* _WHAT IS EXPECTED_:
Would you repeat the whole listing exactly?

* _DATA LISTING_:
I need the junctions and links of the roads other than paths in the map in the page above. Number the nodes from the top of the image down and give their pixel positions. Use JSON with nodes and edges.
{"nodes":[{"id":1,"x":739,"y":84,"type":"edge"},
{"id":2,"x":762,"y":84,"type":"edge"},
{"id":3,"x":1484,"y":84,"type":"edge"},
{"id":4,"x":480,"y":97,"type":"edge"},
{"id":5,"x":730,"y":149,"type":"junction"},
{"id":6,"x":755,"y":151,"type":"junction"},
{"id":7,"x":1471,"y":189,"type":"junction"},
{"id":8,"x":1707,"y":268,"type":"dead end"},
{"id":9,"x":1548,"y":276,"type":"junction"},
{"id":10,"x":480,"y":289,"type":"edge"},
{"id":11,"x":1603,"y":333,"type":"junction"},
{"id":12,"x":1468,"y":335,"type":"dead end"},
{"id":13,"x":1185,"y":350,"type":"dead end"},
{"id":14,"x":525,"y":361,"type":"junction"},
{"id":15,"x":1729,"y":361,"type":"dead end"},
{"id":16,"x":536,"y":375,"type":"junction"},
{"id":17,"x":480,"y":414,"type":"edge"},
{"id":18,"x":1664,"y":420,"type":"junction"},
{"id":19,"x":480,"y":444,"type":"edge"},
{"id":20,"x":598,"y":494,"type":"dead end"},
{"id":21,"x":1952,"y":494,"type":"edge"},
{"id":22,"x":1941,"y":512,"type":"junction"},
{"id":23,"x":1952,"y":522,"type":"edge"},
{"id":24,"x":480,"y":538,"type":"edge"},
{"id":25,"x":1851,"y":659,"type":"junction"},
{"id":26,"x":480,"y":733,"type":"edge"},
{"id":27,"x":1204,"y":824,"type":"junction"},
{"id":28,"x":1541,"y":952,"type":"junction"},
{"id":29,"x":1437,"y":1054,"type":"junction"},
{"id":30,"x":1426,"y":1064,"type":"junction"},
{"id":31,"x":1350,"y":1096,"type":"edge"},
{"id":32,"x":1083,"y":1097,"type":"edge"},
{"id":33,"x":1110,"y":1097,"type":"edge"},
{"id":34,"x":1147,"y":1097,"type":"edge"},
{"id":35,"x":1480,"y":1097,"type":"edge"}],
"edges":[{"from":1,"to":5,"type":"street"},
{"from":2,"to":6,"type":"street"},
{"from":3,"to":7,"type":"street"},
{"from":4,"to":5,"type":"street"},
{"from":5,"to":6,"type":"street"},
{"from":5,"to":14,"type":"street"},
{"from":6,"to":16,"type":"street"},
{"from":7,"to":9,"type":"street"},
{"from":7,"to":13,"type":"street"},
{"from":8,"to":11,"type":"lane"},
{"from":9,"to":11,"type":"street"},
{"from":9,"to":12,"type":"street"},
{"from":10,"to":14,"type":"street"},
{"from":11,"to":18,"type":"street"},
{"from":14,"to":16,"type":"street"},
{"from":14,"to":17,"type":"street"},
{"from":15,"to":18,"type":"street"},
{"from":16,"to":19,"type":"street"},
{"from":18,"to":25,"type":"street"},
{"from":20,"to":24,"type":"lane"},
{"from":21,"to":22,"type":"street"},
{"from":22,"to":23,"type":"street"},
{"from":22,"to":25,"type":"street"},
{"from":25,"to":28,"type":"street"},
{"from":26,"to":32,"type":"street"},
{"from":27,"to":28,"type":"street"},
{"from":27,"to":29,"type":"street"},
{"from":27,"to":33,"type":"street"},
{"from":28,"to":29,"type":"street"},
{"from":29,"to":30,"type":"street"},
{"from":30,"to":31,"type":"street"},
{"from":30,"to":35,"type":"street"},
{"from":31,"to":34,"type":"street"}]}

* _RESPONSE TO THE EXERCISE_:
I need the junctions and links of the roads other than paths in the map in the page above. Number the nodes from the top of the image down and give their pixel positions. Use JSON with nodes and edges.
{"nodes":[{"id":1,"x":739,"y":84,"type":"edge"},
{"id":2,"x":762,"y":84,"type":"edge"},
{"id":3,"x":1484,"y":84,"type":"edge"},
{"id":4,"x":480,"y":97,"type":"edge"},
{"id":5,"x":730,"y":149,"type":"junction"},
{"id":6,"x":755,"y":151,"type":"junction"},
{"id":7,"x":1471,"y":189,"type":"junction"},
{"id":8,"x":1707,"y":268,"type":"dead end"},
{"id":9,"x":1548,"y":276,"type":"junction"},
{"id":10,"x":480,"y":289,"type":"edge"},
{"id":11,"x":1603,"y":333,"type":"junction"},
{"id":12,"x":1468,"y":335,"type":"dead end"},
{"id":13,"x":1185,"y":350,"type":"dead end"},
{"id":14,"x":525,"y":361,"type":"junction"},
{"id":15,"x":1729,"y":361,"type":"dead end"},
{"id":16,"x":536,"y":375,"type":"junction"},
{"id":17,"x":480,"y":414,"type":"edge"},
{"id":18,"x":1664,"y":420,"type":"junction"},
{"id":19,"x":480,"y":444,"type":"edge"},
{"id":20,"x":598,"y":494,"type":"dead end"},
{"id":21,"x":1952,"y":494,"type":"edge"},
{"id":22,"x":1941,"y":512,"type":"junction"},
{"id":23,"x":1952,"y":522,"type":"edge"},
{"id":24,"x":480,"y":538,"type":"edge"},
{"id":25,"x":1851,"y":659,"type":"junction"},
{"id":26,"x":480,"y":733,"type":"edge"},
{"id":27,"x":1204,"y":824,"type":"junction"},
{"id":28,"x":1541,"y":952,"type":"junction"},
{"id":29,"x":1437,"y":1054,"type":"junction"},
{"id":30,"x":1426,"y":1064,"type":"junction"},
{"id":31,"x":1350,"y":1096,"type":"edge"},
{"id":32,"x":1083,"y":1097,"type":"edge"},
{"id":33,"x":1110,"y":1097,"type":"edge"},
{"id":34,"x":1147,"y":1097,"type":"edge"},
{"id":35,"x":1480,"y":1097,"type":"edge"}],
"edges":[{"from":1,"to":5,"type":"street"},
{"from":2,"to":6,"type":"street"},
{"from":3,"to":7,"type":"street"},
{"from":4,"to":5,"type":"street"},
{"from":5,"to":6,"type":"street"},
{"from":5,"to":14,"type":"street"},
{"from":6,"to":16,"type":"street"},
{"from":7,"to":9,"type":"street"},
{"from":7,"to":13,"type":"street"},
{"from":8,"to":11,"type":"lane"},
{"from":9,"to":11,"type":"street"},
{"from":9,"to":12,"type":"street"},
{"from":10,"to":14,"type":"street"},
{"from":11,"to":18,"type":"street"},
{"from":14,"to":16,"type":"street"},
{"from":14,"to":17,"type":"street"},
{"from":15,"to":18,"type":"street"},
{"from":16,"to":19,"type":"street"},
{"from":18,"to":25,"type":"street"},
{"from":20,"to":24,"type":"lane"},
{"from":21,"to":22,"type":"street"},
{"from":22,"to":23,"type":"street"},
{"from":22,"to":25,"type":"street"},
{"from":25,"to":28,"type":"street"},
{"from":26,"to":32,"type":"street"},
{"from":27,"to":28,"type":"street"},
{"from":27,"to":29,"type":"street"},
{"from":27,"to":33,"type":"street"},
{"from":28,"to":29,"type":"street"},
{"from":29,"to":30,"type":"street"},
{"from":30,"to":31,"type":"street"},
{"from":30,"to":35,"type":"street"},
{"from":31,"to":34,"type":"street"}]}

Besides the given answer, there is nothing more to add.